Only the condylar portion of the basioccipital is preserved on the holotype, and only the anterior part of the bone is preserved on LACM 128306. It is so pneumatized that it appears to be virtually hollow. It articulates with the exoccipitals dorsolaterally and forms the ventral border of the foramen magnum.
The prootic is similar to that of crocodylians. The portion anterior to the lagenar recess is absent on the specimen in which this area is exposed, but it is otherwise complete. It forms the anterior part of the otic capsule; the portion forming the anterolateral roof of the capsule has a distinct depression on its dorsal and ventral surfaces formed by ridges around its periphery. The prootic is longer than this bone in crocodylians (but as long as that of protosuchids); there is a 5-mm-long lamina of bone between the trigeminal foramen and the otic capsule that is not seen in crocodylians. The prootic articulates with the opisthotic and supraoccipital, and a possible articulation with the quadrate is not exposed. The otic capsule is recessed relative to the inferred position of the tympanum on the posterodorsal edge of the quadrate, similar to its position in crocodylians but different from its more superficial position in protosuchids (Clark, 1986).
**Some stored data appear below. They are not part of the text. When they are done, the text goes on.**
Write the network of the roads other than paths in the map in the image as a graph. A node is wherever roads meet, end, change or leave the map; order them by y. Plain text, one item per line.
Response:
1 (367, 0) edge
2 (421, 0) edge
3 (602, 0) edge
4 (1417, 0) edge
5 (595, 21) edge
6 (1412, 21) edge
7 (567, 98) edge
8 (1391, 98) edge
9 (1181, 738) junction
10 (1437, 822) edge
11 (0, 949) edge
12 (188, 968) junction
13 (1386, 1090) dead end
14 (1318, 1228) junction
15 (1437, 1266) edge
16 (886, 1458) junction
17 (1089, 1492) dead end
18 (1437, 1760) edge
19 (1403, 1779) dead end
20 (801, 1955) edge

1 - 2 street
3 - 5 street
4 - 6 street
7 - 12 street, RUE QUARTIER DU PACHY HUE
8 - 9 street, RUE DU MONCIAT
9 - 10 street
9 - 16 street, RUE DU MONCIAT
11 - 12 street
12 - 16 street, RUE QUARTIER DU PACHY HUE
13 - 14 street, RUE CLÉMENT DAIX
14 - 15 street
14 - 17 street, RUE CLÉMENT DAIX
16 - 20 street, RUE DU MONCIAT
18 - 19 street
The basisphenoid is poorly preserved in both skulls. The ventral surface apparently faces posteroventrally, but it is neither as horizontal as in protosuchids nor as vertical as in crocodylians. Although its ventral extent is not entirely preserved, the preserved portion on LACM 120455a and 128306 (Fig. 5E) strongly suggests that it was not broadly exposed ventrally. Comparison with Nominosuchus matutinus suggests it could be almost completely covered by the pterygoids. Fragments of what appear to be the basisphenoid rostrum are preserved in the holotype but indicate only its probable presence.
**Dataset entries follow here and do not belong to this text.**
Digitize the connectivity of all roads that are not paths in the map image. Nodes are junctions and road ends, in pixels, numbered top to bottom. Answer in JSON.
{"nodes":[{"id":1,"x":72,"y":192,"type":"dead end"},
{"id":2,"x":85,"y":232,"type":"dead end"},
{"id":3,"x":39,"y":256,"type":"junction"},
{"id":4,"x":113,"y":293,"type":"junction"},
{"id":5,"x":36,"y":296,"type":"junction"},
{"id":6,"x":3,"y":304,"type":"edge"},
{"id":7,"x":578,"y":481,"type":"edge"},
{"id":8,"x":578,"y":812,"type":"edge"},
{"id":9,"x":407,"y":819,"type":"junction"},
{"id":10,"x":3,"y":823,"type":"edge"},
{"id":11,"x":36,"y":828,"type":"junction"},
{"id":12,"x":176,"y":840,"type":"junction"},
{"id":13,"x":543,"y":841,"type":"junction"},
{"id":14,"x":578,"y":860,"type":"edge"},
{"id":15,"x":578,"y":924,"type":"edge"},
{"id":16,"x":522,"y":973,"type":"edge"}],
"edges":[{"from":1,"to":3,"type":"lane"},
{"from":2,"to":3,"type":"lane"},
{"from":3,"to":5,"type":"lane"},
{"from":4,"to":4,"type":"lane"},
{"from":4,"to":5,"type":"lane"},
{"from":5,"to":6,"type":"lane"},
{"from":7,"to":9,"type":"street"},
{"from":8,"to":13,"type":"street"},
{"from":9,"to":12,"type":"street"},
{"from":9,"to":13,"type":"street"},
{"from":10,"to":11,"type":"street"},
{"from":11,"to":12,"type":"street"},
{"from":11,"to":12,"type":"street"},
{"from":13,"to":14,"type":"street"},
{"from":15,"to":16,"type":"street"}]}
The laterosphenoid is slightly longer than that of crocodylians, but not as long as in thalattosuchians. It forms the anterolateral wall of the braincase and the anteromedial border of the supratemporal fenestra. It articulates with the frontal anterodorsally, the postorbital dorsolaterally, and the parietal posterodorsally. The capitate process is not transversely elongate and does not extend very far laterally beneath the postorbital bar. The posterior portion of the laterosphenoid is in a parasagittal plane; it is not oblique as in juvenile stages of most crocodyliforms. The cotylar crest descends from the capitate process as in crocodylians but it is much more slender. The trigeminal foramen is not well preserved. The laterosphenoid articulates with the pterygoid ventrally but the suture is unclear. The contacts with the quadrate, basisphenoid, and prootic are not preserved or exposed.
The pterygoid is very poorly preserved on the holotype (Fig. 3) but is well preserved on LACM 128306 (Fig. 4C). The ventral surface of the bone is sculptured near the midline, where it meets the palatine, both on the palatal surface and, to a lesser degree, within the choana. The palatal portion of the bone is continuous with the sculptured portion of the palatine and is set off from the choana by a ridge. Bones that probably represent the anterior processes of the pterygoid are present above the palatines of LACM 120494; they are semicircular in cross-section and concave dorsolaterally. Their dorsal edges are horizontal in lateral aspect and extend at least the length of the orbit. They do not meet the descending process of the prefrontal, as they do in crocodylians. The pterygoids roof at least that part of the narial passage immediately dorsal to the choana. The lateral flange of the pterygoid is similar to that of crocodylians in being strongly deflected ventrally, but it differs in being relatively flat instead of curling anteriorly ventrally and smaller anteroposteriorly. It meets the ectopterygoid along the lateral and anterior edges of the flange. On the holotype, in which the mandible is articulated, the flange extends ventrally to the level of the ventral edge of the mandible and laterally nearly meets them. The quadrate ramus of the pterygoid is broad with a convex ventral surface, suggesting it is pneumatized.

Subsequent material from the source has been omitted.